Piracy and Armed Robbery in the Malacca Strait: A Problem SolvedKINGS COLL LONDON (UNITED KINGDOM) CORBETT CENTER FOR MARITIME POLICY STUDIES; Raymond, Catherine Z. (2009)The Malacca Strait is a narrow waterway that extends nearly six hundred nautical miles from the Andaman Sea to the South China Sea, between Malaysia and Indonesia. The strait provides a vital shipping lane for vessels sailing from Europe and the Middle East to East Asia, as well as smaller vessels on local voyages. Unfortunately, when we think of the Malacca Strait, images of a waterway infested with pirates often spring to mind. While this image could arguably have been justified in the past, it is now rather outdated. According to the International Maritime Bureau (IMB), which produces quarterly and annual reports on piracy and armed robbery against ships, there were only three successful and four attempted attacks by pirates on shipping in the Malacca Strait in 2007. This low level of piracy has continued into 2008, with the Half Yearly Report issued by the Regional Cooperation Agreement on Combating Piracy and Armed Robbery against Ships in Asia (ReCAAP) Information Sharing Center in Singapore listing only one successful attack on a vessel in the Malacca Strait and three attempted ones. Considering that around 90,000 thousand vessels transit the strait on an annual basis, the proportion of ships being attacked in the waterway is extremely small.
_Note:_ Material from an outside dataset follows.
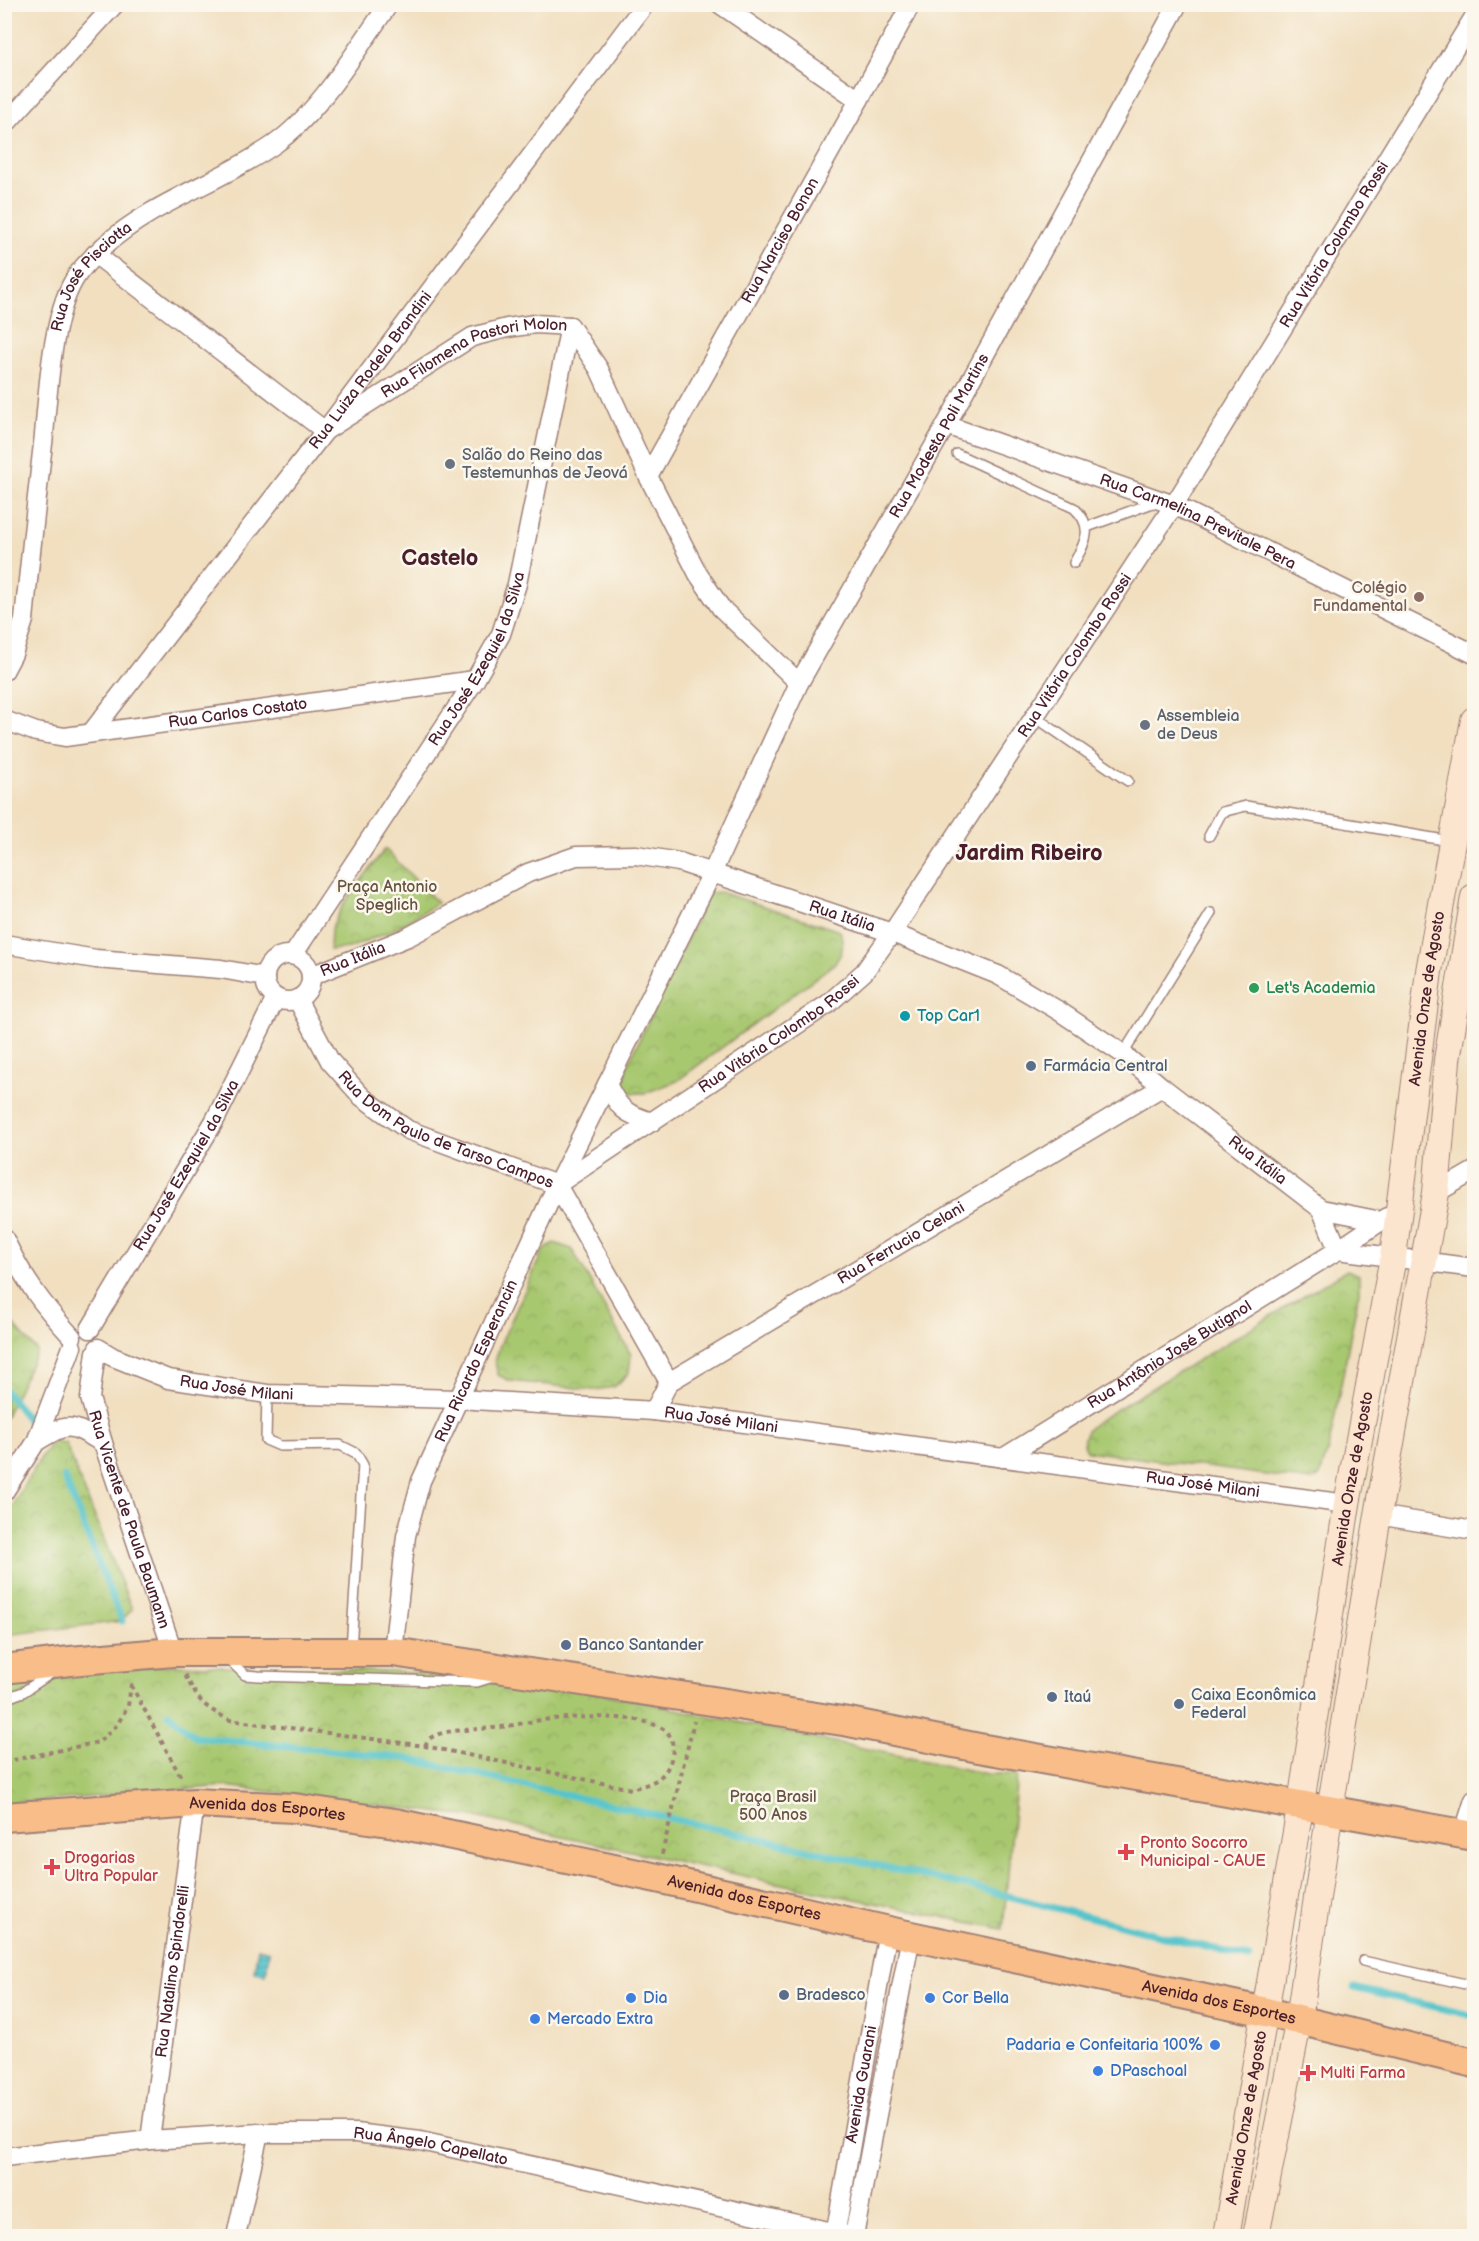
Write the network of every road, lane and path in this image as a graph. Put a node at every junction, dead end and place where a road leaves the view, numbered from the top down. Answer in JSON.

This article will discuss the reduction in pirate attacks in the Malacca Strait and how the attacks themselves have changed over the last decade. The measures attributed to the reduction will then be discussed, as well as the underlying principles and attitudes that have shaped these initiatives. Particular attention will be given to how the issue of sovereignty, a principle of utmost importance in Southeast Asia, has affected multilateral and bilateral cooperative efforts to address the transnational problem of piracy, including a series of International Maritime Organization (IMO) meetings convened to tackle pressing issues affecting the safety and security of shipping in the Malacca Strait.